Each of these questions are now answered! Checkout the file "Four Queries to Gain Business Insight on The Movie Industry.docx" as proof that I ran the queries, and that the data is properly populated.

How is Airflow Incorporated

The advantages of using airflow in this project are many. Airflow allows you to create a direct-graph set of tasks, and run them in the appropriate order, with "dependent" tasks waiting until their "parent" task finishes first. By explicitly breaking your code into tasks, your code becomes more modular. You can define operators for example that you can think of as a "type of task"... so you can run many tasks of that type with slightly different parameters.
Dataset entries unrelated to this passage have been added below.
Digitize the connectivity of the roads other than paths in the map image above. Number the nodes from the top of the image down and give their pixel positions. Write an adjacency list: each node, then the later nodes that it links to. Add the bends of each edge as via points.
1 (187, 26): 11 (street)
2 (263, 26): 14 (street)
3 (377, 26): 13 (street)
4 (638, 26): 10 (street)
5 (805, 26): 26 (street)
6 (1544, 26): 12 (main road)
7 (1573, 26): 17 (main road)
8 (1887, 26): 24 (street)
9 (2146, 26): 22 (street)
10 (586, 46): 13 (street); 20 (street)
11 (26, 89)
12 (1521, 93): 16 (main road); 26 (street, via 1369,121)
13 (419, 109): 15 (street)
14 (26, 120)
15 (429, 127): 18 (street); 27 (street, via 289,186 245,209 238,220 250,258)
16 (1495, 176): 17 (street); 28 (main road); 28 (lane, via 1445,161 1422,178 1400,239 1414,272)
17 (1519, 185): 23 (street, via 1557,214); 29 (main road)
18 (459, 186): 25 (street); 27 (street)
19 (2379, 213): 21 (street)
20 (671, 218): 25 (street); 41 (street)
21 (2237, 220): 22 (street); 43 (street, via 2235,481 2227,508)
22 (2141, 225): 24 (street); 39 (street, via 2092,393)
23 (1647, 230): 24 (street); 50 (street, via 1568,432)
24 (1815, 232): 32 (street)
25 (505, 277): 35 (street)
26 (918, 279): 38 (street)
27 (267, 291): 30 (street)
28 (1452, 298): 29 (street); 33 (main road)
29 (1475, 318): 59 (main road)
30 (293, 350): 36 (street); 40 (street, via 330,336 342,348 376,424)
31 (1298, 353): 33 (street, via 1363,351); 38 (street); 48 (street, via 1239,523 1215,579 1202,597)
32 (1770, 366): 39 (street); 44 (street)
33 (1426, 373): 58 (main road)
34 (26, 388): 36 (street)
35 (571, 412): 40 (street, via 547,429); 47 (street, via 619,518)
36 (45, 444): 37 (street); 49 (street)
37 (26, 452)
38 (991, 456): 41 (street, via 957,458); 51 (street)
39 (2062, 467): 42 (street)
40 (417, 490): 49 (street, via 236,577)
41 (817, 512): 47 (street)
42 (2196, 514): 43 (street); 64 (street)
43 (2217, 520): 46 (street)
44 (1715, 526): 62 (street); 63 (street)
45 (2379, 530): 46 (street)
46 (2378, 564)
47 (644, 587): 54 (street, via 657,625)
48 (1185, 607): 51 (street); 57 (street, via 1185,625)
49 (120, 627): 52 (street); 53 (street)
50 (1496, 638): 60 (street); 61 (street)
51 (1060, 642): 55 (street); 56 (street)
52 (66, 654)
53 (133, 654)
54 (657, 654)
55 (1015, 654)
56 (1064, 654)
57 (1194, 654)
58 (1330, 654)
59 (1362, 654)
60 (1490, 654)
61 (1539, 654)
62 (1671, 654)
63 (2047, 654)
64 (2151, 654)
Airflow also allows you to run tasks in parralel, which can help speed up the ETL pipeline. Airflow gives you a "birds eye view" of your ETL pipeline because you can see your move through their various states. Airflow also offers the ability to back-fill tasks, so your code can run for events that occurred in the past, e.g. if you have to backfill tax records... Airflow can run your code for 2020/2021/2022 simultaniously.

Airflow and Amazon Redshift are a natural fit. Database developers who use tools like Redshift often don't realize that techniques such as Airflow are so powerful. This is because they are in the "bad habit" of running their code "top-to-bottom" from "installation files".... which breads messiness and confusion. Enter Apache Airflow which, for the reasons mentioned in the previous paragraph, solves this issue.

Model Choices

To view the "Data Dictionary" see the image "Data Dictionary.png".

The model I chose to create is a standard star schema. I created the fact table "IMDB_MEDIA", and the four dimensional tables "imdb_genres", "imdb_rating", "imdb_runtime", and "imdb_year". At first I thought this might not be enough as these tables are only populated from two IMDB files found at here... namely title.basics.tsv.gz and title.ratings.tsv.gz.... my original goal was to also include the file name.basics.tsv.gz.

First Data Source: title.basics.tsv.gz

This file contains 1 million rows of the different kinds of media that IMDB tracks... I use the term "media" to represent movies, t.v. shows, video games, etc.. The file contains the title, genre, start year / end year, runtime (in minutes), etc.

Second Data Source: title.rating.tsv.gz

This file has a 1 to 0 relationship with title.basics.... basically any peace of media either has been rated (by 1 or more people) or it hasn't ever gotten a rating. The file contains the rating, and the number or votes, for each media that has been rated

Third Data Source: name.basic.tsv.gz (Not used... but I did explore it)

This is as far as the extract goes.